Tuesday, July 10, 2012

Using HTML as the Media Type for your API

This content has moved permanently to:


Mike Kelly said...

I wrote a comment here that turned into a short blog post:


Jon Moore said...

@Mike: Thanks for reading! I commented on your response post.

Jon Moore said...

It strikes me I should document some assumptions I'm making:

1. I can't use a domain-specific media type because the my API either spans domains or the domains are evolving too rapidly. So I need a domain-agnostic media type.

2. I want to build a hypermedia API, because I believe that helps me with evolvability. So I want the media type to support links and forms (or parameterized links) natively.

3. I want there to be serendipitous reuse of my API, so I want to primarily use formally standardized formats/protocols/techniques (also because I want to minimize what I have to document).

4. If possible, I prefer having representations that can serve both human and machine clients.

kpobococ said...

Well, this article just added html to my mental list of available API formats =)

Anonymous said...

For mobile apps, every byte counts.

yes JSON is compact compared to HTML, but then most things are. However JSON is very wordy, as its schema less (well sort of).

what you really want is a binary protocol.

*yes really, its not too hard to design and there are many prebuilt ones that are schema less, if that floats your boat

Unknown said...

I do tend to prefer JSON output as it is concise enough and human readable enough for most cases.

But this post does give me some things to consider.

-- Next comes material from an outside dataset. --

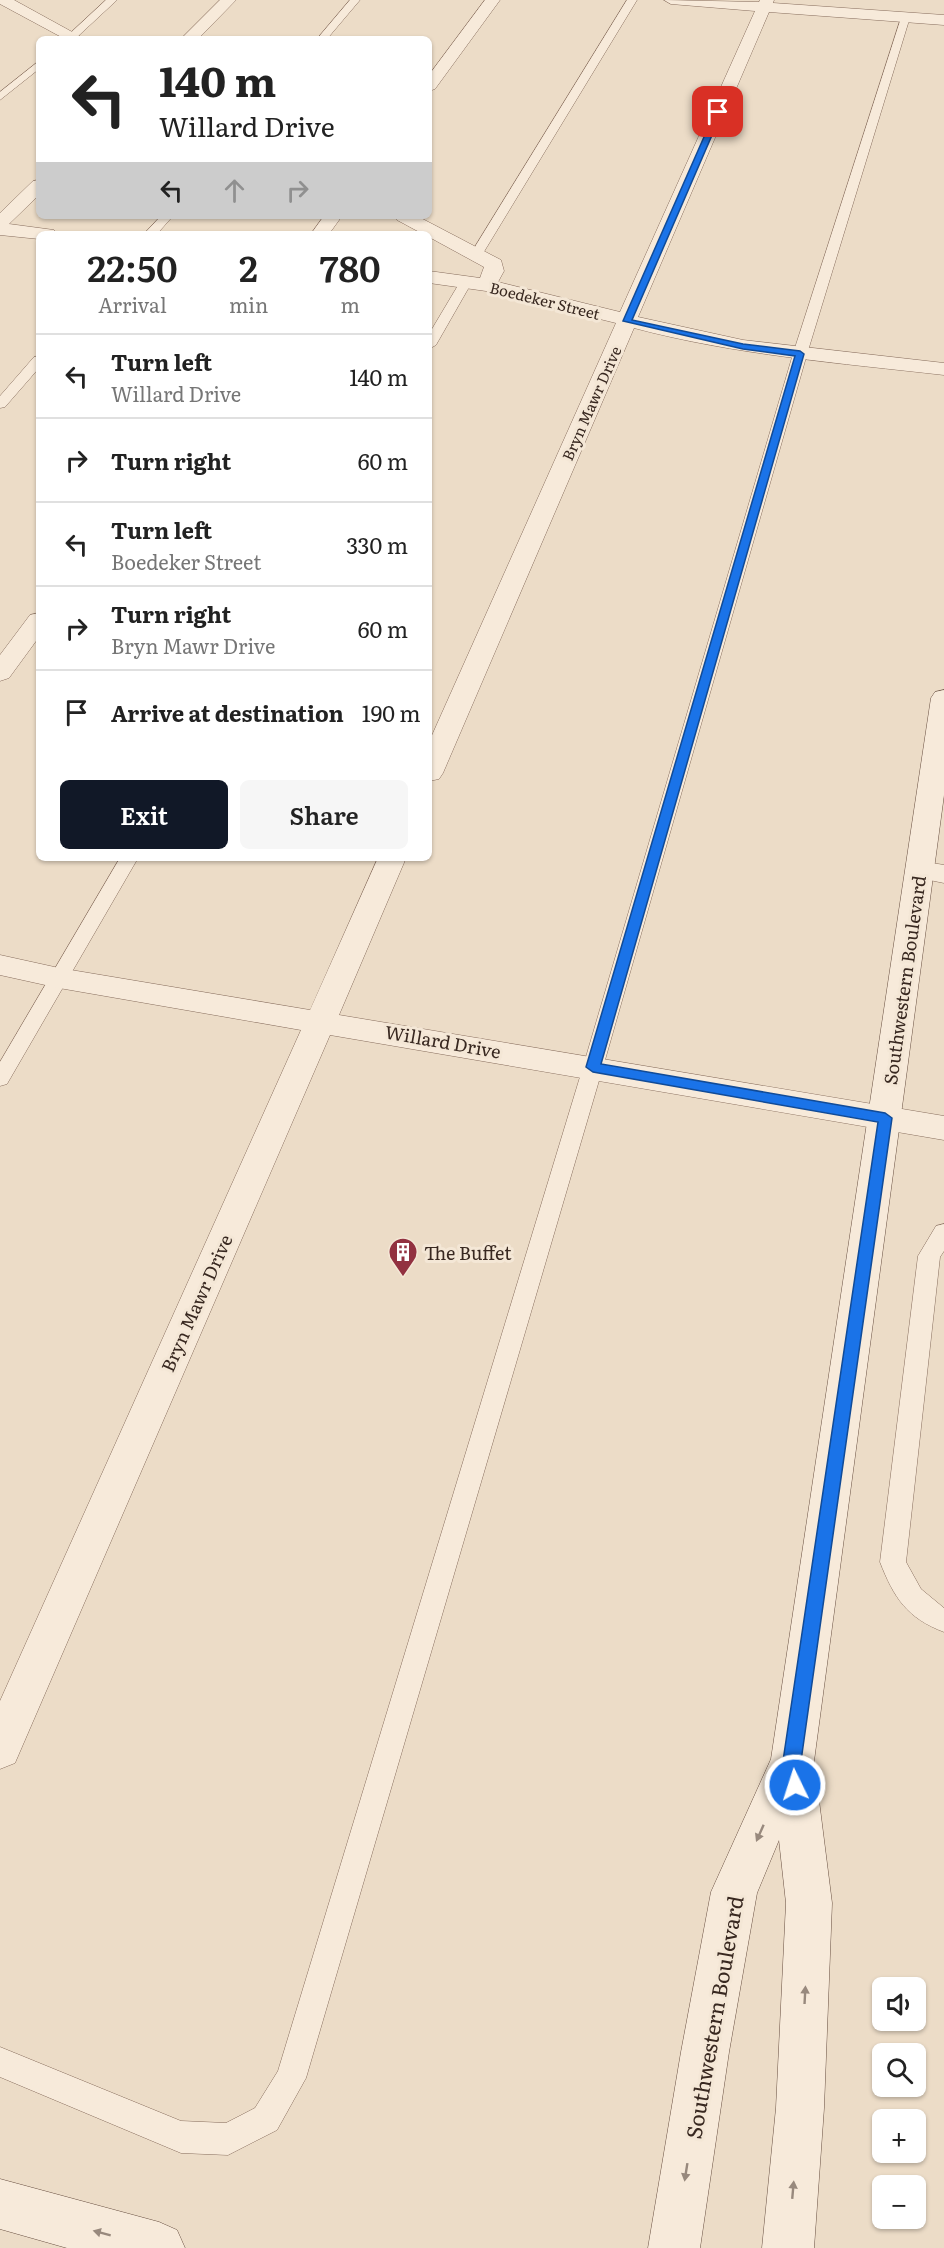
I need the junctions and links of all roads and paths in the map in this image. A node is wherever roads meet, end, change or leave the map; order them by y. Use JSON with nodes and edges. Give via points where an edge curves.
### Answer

Especially if the API is just returning content to be displayed.

What I like about JSON is the ability to de/serialize objects across programming languages. An HTML API would make that more difficult.

Bandwidth is a concern only for the largest of APIs with a huge user base. But cruft is cruft and should be cut.

Andrei Neculau said...

My 4 cents on this:

* http://blog.programmableweb.com/2011/11/18/rest-api-design-putting-the-type-in-content-type/

* no matter if it's XML, JSON, HTML, HAL you are still left with mostly syntax: parse this text into a data-structure of type: integer, string, map, bag, "link class"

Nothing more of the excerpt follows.